Мама помогла Алене заправить кашне.

— Нет, ты скажи, — из дырочек ковры получаются?

— Не знаю, Алешка.

— Не знаешь, а как же ты говорила? Не знаешь, а говоришь.

— Не знала я, что ты это слышишь и об этом думаешь. Какие странные мысли в твоей голове.

Алена не дала маме поправить вязаную шапочку, сдернула ее с головы, выбежала на лестничную площадку и там надела, как получилось.

Трезвым отец Раисы Русаковой любил играть в шашки. Он сидел в майке за столом, думал над очередным ходом. Кисть правой руки и указательный палец — забинтованы. Наконец он сделал ход, двинул забинтованным пальцем шашку и громко крикнул в коридор:

— Ходи!

Никто не появился из коридора. Он крикнул еще раз:

— Балда Иванна!

Вошла мать Раисы, женщина с усталым лицом, жиденькими волосами, собранными на затылке в узел, поставила на стол пирог и сахарницу.

— Ходи! — нетерпеливо сказал муж.

Жена вытерла руки о фартук, тоскливо посмотрела на доску.

— Варенье какое поставить — вишневое? Или черноплодную?

— Ты ходи сначала.

Она вздохнула, не присаживаясь на стул, склонилась над доской, двинула шашку.

— Балда Иванна ты и есть. Раз, два, три. Одним махом трех убивахом.

— Ну и слава богу. — сказала жена с облегчением и хотела уйти, но муж не пустил.

— Садись на мое место. А я возьму твою позицию и выиграю.

Он обнял жену за плечи и повел к своему стулу.

— Да не хочу я, не умею! — вырвалась жена. — Что ты пристал со своими «сашками»? Мало мне этих «сашек-пышек» на кухне?

Она говорила, подкрепляя каждое слово жестом. По радио передавали марш. Русаков включил радио на полную громкость, поймал жену за одну руку, потом за другую, пытался закружить под марш.

— Вальс устарел, говорит кое-кто сейчас…

Жена сначала сопротивлялась, потом смирилась, обмякла, сказала ласково:

— Дурень ты дурень.

— Победила дружба, мать.
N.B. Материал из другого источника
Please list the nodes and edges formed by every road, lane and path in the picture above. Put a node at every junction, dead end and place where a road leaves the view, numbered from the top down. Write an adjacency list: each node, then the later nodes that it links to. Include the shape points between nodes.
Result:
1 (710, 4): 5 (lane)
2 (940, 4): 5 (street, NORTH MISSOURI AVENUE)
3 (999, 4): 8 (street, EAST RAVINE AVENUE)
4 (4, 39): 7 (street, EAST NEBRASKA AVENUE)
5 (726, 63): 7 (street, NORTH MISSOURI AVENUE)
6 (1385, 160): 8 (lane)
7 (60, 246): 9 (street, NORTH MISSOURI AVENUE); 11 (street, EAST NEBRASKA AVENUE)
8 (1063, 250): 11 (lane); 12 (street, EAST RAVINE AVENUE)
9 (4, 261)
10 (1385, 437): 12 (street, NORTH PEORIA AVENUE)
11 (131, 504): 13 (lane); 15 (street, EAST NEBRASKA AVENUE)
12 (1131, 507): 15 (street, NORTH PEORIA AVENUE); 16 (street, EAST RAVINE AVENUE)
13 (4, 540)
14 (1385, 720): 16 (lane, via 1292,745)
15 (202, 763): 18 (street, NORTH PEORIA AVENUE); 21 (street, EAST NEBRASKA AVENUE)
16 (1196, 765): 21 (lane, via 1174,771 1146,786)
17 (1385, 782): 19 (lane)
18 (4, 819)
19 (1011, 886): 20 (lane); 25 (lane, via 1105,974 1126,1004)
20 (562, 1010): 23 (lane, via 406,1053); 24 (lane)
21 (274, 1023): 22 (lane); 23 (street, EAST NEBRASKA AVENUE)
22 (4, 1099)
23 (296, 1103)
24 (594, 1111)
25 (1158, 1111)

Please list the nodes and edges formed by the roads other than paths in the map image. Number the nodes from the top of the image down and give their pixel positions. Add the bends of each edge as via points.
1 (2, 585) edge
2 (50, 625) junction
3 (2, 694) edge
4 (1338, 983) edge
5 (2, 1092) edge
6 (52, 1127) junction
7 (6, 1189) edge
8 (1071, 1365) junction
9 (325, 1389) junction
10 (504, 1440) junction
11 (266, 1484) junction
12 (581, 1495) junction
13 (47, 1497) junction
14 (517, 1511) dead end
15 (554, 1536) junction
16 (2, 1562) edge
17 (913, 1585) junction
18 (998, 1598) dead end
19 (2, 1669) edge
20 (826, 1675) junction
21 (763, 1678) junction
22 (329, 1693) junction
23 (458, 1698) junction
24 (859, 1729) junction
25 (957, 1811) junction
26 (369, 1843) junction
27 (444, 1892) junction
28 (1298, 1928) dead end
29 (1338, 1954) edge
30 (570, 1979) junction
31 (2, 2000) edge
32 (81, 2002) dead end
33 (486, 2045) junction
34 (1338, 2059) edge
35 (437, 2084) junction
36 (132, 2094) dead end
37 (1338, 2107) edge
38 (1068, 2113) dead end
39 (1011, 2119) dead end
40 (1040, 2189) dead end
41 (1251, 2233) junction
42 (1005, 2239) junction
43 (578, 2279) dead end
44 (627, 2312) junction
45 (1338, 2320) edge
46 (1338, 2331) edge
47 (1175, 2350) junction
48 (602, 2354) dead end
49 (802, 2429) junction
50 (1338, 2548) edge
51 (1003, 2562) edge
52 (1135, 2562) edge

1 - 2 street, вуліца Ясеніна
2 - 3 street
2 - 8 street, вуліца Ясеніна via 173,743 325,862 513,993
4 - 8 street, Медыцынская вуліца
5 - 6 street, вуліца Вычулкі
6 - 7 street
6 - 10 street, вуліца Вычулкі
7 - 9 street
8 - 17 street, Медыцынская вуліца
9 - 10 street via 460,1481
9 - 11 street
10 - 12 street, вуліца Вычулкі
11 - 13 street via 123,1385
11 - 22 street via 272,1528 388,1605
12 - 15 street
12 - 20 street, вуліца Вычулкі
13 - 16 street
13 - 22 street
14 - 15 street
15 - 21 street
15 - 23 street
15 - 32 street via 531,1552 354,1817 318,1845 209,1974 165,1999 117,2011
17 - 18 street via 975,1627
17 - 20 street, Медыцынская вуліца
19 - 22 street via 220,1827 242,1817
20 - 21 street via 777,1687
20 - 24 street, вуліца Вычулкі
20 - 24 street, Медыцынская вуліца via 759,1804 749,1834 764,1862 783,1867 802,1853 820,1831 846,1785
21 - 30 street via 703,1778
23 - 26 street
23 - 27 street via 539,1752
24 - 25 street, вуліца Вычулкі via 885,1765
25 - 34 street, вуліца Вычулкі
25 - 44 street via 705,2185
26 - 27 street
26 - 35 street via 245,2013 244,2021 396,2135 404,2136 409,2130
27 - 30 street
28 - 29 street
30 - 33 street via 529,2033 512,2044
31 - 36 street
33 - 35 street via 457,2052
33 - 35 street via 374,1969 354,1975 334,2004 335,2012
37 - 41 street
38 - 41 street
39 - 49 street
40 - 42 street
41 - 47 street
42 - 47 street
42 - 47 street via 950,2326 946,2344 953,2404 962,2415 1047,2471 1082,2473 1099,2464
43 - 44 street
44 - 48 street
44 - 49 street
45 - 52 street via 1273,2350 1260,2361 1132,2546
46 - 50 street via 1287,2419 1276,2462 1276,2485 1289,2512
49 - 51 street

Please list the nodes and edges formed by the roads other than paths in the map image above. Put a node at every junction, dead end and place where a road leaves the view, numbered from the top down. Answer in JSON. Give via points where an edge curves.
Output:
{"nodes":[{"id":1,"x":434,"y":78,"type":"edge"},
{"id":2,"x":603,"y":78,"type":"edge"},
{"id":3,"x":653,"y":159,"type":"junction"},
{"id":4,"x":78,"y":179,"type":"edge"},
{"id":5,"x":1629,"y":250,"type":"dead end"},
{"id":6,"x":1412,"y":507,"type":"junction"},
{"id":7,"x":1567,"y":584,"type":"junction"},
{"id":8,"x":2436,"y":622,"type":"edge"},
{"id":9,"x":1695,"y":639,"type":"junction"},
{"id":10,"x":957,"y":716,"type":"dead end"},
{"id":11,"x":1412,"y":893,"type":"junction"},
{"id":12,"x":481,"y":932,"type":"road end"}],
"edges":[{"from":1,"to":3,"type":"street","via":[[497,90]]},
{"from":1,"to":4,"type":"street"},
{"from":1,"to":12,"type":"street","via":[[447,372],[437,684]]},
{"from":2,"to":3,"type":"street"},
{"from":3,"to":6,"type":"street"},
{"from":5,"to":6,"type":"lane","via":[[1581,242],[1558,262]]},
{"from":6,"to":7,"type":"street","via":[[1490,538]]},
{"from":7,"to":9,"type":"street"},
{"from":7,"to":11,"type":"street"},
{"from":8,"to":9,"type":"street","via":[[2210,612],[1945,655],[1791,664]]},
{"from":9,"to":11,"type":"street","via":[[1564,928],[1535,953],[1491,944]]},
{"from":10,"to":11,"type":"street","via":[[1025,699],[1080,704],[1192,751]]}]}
В спорте всегда побеждает дружба.

В дверь позвонили.

— Это ко мне, — сказала Раиса, быстро выходя из своей комнаты. Она ждала Алену, и Алена пришла. В коридоре Раиса замедлила шаги, чтобы показать, что она никого не ждет и потому не торопится. — Кто там?..

Обычно она не спрашивала, но сейчас решила спросить — а вдруг кто-нибудь, кого не надо пускать.

— Я — букашка, — послышалось из-за двери.

Недавно подруги видели на почте женщину. У нее не принимали бандероль во Францию. «Я — букашка, — убеждала женщина приемщицу. — Это профессор посылает, а я только принесла. Я — букашка, понимаете? Я — букашка!»

Девчонок поразило, с какой настойчивостью женщина называла себя букашкой. Они обе запомнили самоуничижение женщины и часто играли в эту игру. Раиса открыла дверь.